_Collected data entries_
※ ※ ※

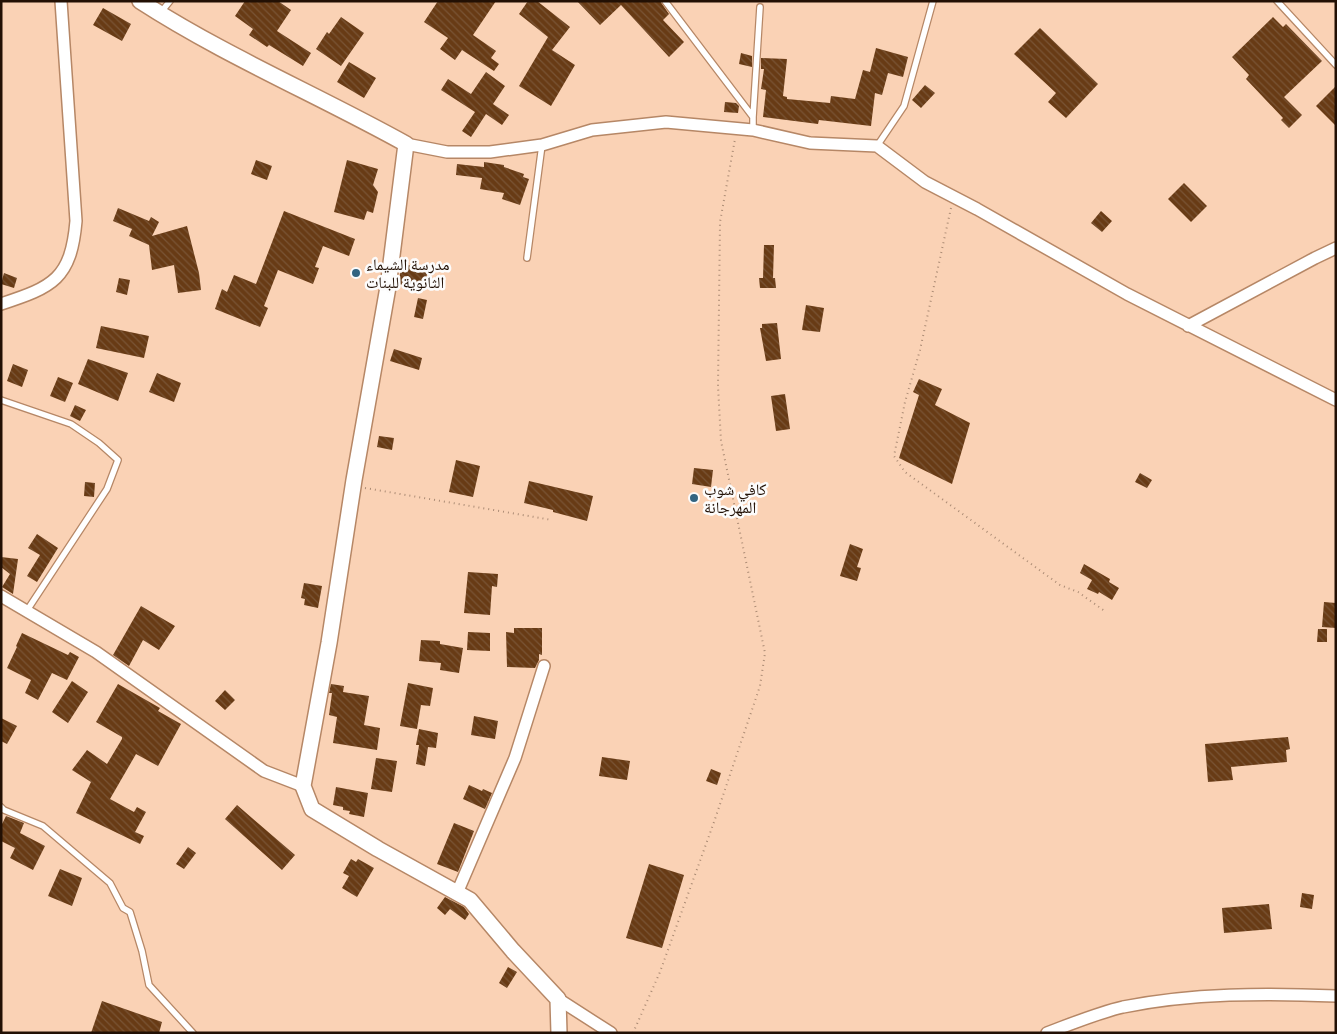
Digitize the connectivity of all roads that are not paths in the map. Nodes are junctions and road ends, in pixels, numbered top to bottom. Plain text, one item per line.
1 (61, 1) edge
2 (140, 1) edge
3 (170, 1) edge
4 (665, 1) edge
5 (934, 1) edge
6 (1277, 1) edge
7 (760, 7) dead end
8 (160, 14) junction
9 (1336, 65) edge
10 (753, 116) junction
11 (753, 130) junction
12 (406, 144) junction
13 (542, 145) junction
14 (877, 146) junction
15 (1336, 248) edge
16 (527, 258) dead end
17 (1, 304) edge
18 (1188, 326) junction
19 (1, 400) edge
20 (1336, 400) edge
21 (1, 596) edge
22 (26, 612) junction
23 (544, 666) dead end
24 (303, 786) junction
25 (1, 807) edge
26 (458, 892) junction
27 (1336, 996) edge
28 (558, 999) junction
29 (193, 1033) edge
30 (559, 1033) edge
31 (611, 1033) edge
32 (1047, 1033) edge

1 - 17 street
2 - 8 street
3 - 8 lane
4 - 10 lane
5 - 14 lane
6 - 9 lane
7 - 10 lane
8 - 12 street
10 - 11 lane
11 - 13 street
11 - 14 street
12 - 13 street
12 - 24 street
13 - 16 lane
14 - 18 street
15 - 18 street
18 - 20 street
19 - 22 lane
21 - 22 street
22 - 24 street
23 - 26 street
24 - 26 street
25 - 29 lane
26 - 28 street
27 - 32 street
28 - 30 street
28 - 31 street

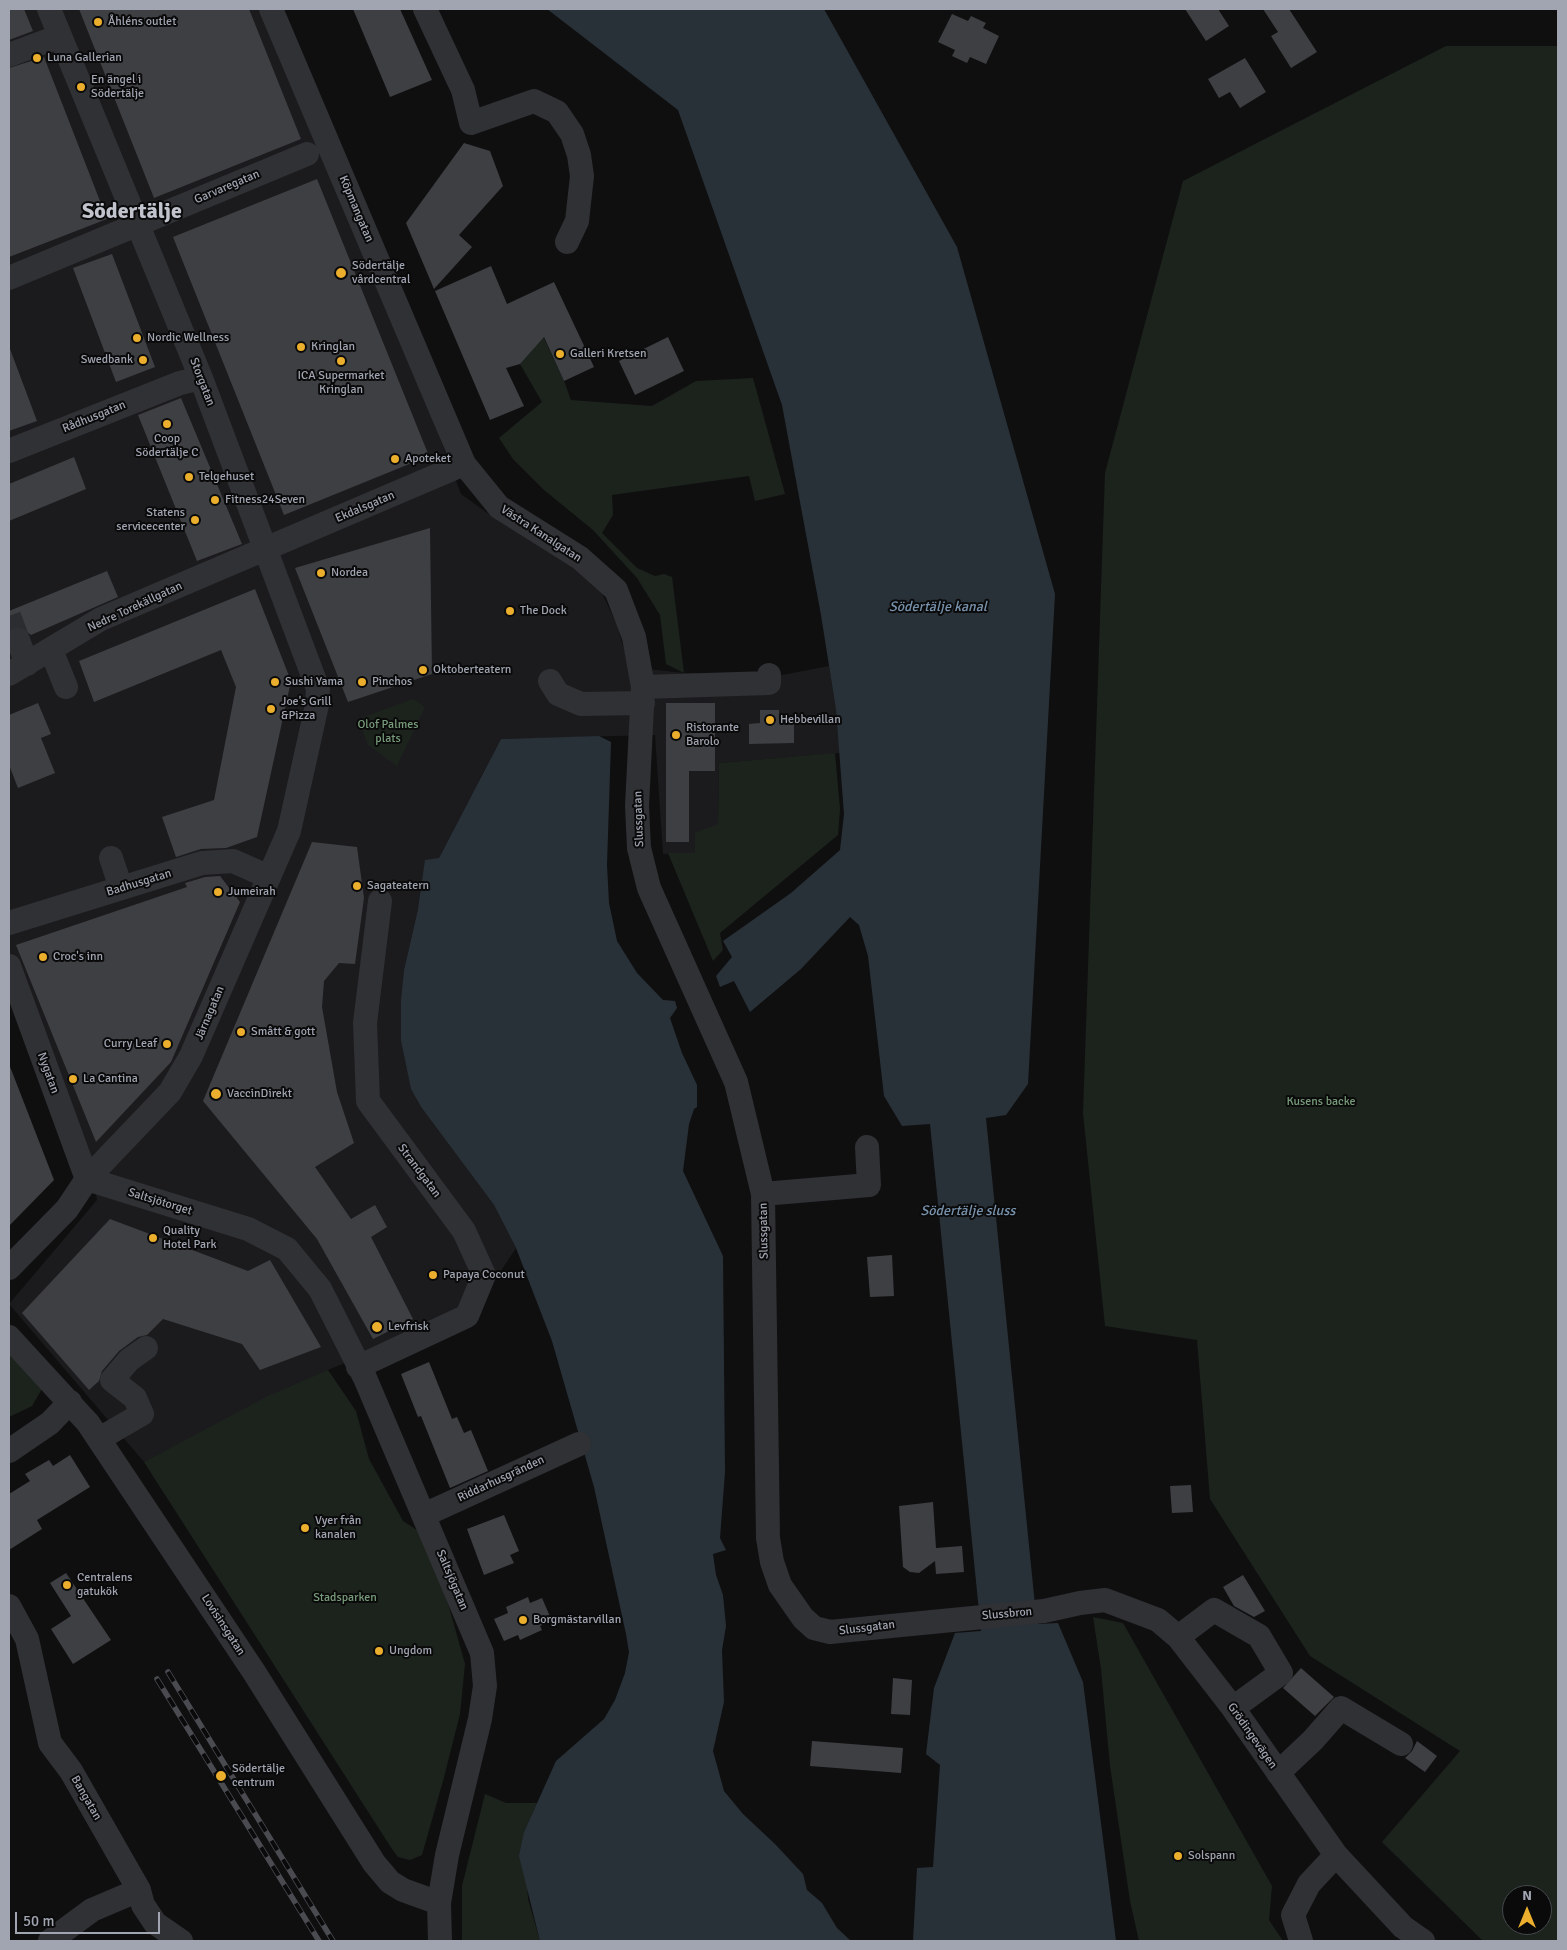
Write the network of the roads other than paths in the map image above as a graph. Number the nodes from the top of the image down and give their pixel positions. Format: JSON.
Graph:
{"nodes":[{"id":1,"x":49,"y":9,"type":"edge"},
{"id":2,"x":271,"y":9,"type":"edge"},
{"id":3,"x":425,"y":9,"type":"edge"},
{"id":4,"x":60,"y":36,"type":"junction"},
{"id":5,"x":9,"y":55,"type":"edge"},
{"id":6,"x":307,"y":154,"type":"dead end"},
{"id":7,"x":139,"y":224,"type":"junction"},
{"id":8,"x":567,"y":242,"type":"dead end"},
{"id":9,"x":9,"y":278,"type":"edge"},
{"id":10,"x":190,"y":380,"type":"junction"},
{"id":11,"x":9,"y":451,"type":"edge"},
{"id":12,"x":464,"y":464,"type":"junction"},
{"id":13,"x":265,"y":550,"type":"junction"},
{"id":14,"x":18,"y":640,"type":"tunnel mouth"},
{"id":15,"x":51,"y":650,"type":"junction"},
{"id":16,"x":18,"y":669,"type":"edge"},
{"id":17,"x":770,"y":675,"type":"dead end"},
{"id":18,"x":550,"y":681,"type":"dead end"},
{"id":19,"x":66,"y":687,"type":"dead end"},
{"id":20,"x":643,"y":695,"type":"junction"},
{"id":21,"x":317,"y":704,"type":"joint"},
{"id":22,"x":111,"y":858,"type":"dead end"},
{"id":23,"x":269,"y":877,"type":"junction"},
{"id":24,"x":121,"y":888,"type":"junction"},
{"id":25,"x":380,"y":901,"type":"dead end"},
{"id":26,"x":9,"y":923,"type":"edge"},
{"id":27,"x":9,"y":966,"type":"edge"},
{"id":28,"x":866,"y":1147,"type":"dead end"},
{"id":29,"x":87,"y":1179,"type":"junction"},
{"id":30,"x":763,"y":1194,"type":"junction"},
{"id":31,"x":288,"y":1249,"type":"joint"},
{"id":32,"x":9,"y":1268,"type":"edge"},
{"id":33,"x":9,"y":1337,"type":"edge"},
{"id":34,"x":146,"y":1348,"type":"dead end"},
{"id":35,"x":358,"y":1367,"type":"junction"},
{"id":36,"x":70,"y":1402,"type":"junction"},
{"id":37,"x":99,"y":1439,"type":"junction"},
{"id":38,"x":579,"y":1444,"type":"dead end"},
{"id":39,"x":9,"y":1451,"type":"edge"},
{"id":40,"x":424,"y":1515,"type":"junction"},
{"id":41,"x":9,"y":1606,"type":"edge"},
{"id":42,"x":1044,"y":1611,"type":"joint"},
{"id":43,"x":969,"y":1618,"type":"joint"},
{"id":44,"x":1178,"y":1636,"type":"junction"},
{"id":45,"x":1233,"y":1708,"type":"junction"},
{"id":46,"x":1401,"y":1744,"type":"dead end"},
{"id":47,"x":1278,"y":1773,"type":"junction"},
{"id":48,"x":1336,"y":1855,"type":"junction"},
{"id":49,"x":140,"y":1890,"type":"junction"},
{"id":50,"x":439,"y":1903,"type":"junction"},
{"id":51,"x":156,"y":1932,"type":"edge"},
{"id":52,"x":50,"y":1941,"type":"edge"},
{"id":53,"x":181,"y":1941,"type":"edge"},
{"id":54,"x":440,"y":1941,"type":"edge"},
{"id":55,"x":1301,"y":1941,"type":"edge"},
{"id":56,"x":1423,"y":1941,"type":"edge"}],
"edges":[{"from":1,"to":4,"type":"street","name":"Storgatan"},
{"from":2,"to":12,"type":"street","name":"Köpmangatan"},
{"from":3,"to":8,"type":"street"},
{"from":4,"to":5,"type":"street"},
{"from":4,"to":7,"type":"street","name":"Storgatan"},
{"from":6,"to":7,"type":"street","name":"Garvaregatan"},
{"from":7,"to":9,"type":"street","name":"Garvaregatan"},
{"from":7,"to":10,"type":"street","name":"Storgatan"},
{"from":10,"to":11,"type":"street","name":"Rådhusgatan"},
{"from":10,"to":13,"type":"street","name":"Storgatan"},
{"from":12,"to":13,"type":"street","name":"Ekdalsgatan"},
{"from":12,"to":20,"type":"street","name":"Västra Kanalgatan"},
{"from":13,"to":15,"type":"street","name":"Nedre Torekällgatan"},
{"from":13,"to":21,"type":"street","name":"Storgatan"},
{"from":14,"to":16,"type":"street"},
{"from":15,"to":16,"type":"street","name":"Nedre Torekällgatan"},
{"from":15,"to":19,"type":"street"},
{"from":17,"to":20,"type":"street"},
{"from":18,"to":20,"type":"street"},
{"from":20,"to":30,"type":"street","name":"Slussgatan"},
{"from":21,"to":23,"type":"street","name":"Järnagatan"},
{"from":22,"to":24,"type":"street"},
{"from":23,"to":24,"type":"street","name":"Badhusgatan"},
{"from":23,"to":29,"type":"street","name":"Järnagatan"},
{"from":24,"to":26,"type":"street","name":"Badhusgatan"},
{"from":25,"to":35,"type":"street","name":"Strandgatan"},
{"from":27,"to":29,"type":"street","name":"Nygatan"},
{"from":28,"to":30,"type":"street"},
{"from":29,"to":31,"type":"street","name":"Saltsjötorget"},
{"from":29,"to":32,"type":"street","name":"Järnagatan"},
{"from":30,"to":43,"type":"street","name":"Slussgatan"},
{"from":31,"to":35,"type":"street","name":"Saltsjögatan"},
{"from":33,"to":36,"type":"street","name":"Lovisinsgatan"},
{"from":34,"to":37,"type":"street"},
{"from":35,"to":40,"type":"street","name":"Saltsjögatan"},
{"from":36,"to":37,"type":"street","name":"Lovisinsgatan"},
{"from":36,"to":39,"type":"street"},
{"from":37,"to":50,"type":"street","name":"Lovisinsgatan"},
{"from":38,"to":40,"type":"street","name":"Riddarhusgränden"},
{"from":40,"to":50,"type":"street","name":"Saltsjögatan"},
{"from":41,"to":49,"type":"street","name":"Bangatan"},
{"from":42,"to":43,"type":"street","name":"Slussbron"},
{"from":42,"to":44,"type":"street","name":"Grödingevägen"},
{"from":44,"to":45,"type":"street","name":"Grödingevägen"},
{"from":44,"to":45,"type":"street"},
{"from":45,"to":47,"type":"street","name":"Grödingevägen"},
{"from":46,"to":47,"type":"street"},
{"from":47,"to":48,"type":"street","name":"Grödingevägen"},
{"from":48,"to":55,"type":"street"},
{"from":48,"to":56,"type":"street","name":"Grödingevägen"},
{"from":49,"to":51,"type":"street","name":"Bangatan"},
{"from":49,"to":52,"type":"street"},
{"from":50,"to":54,"type":"street","name":"Saltsjögatan"},
{"from":51,"to":53,"type":"street"}]}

※ ※ ※

_How to complete this task_
What lines above contain the string "paths"? Copy all of them.

_Problem solution_
Digitize the connectivity of all roads that are not paths in the map. Nodes are junctions and road ends, in pixels, numbered top to bottom. Plain text, one item per line.
Write the network of the roads other than paths in the map image above as a graph. Number the nodes from the top of the image down and give their pixel positions. Format: JSON.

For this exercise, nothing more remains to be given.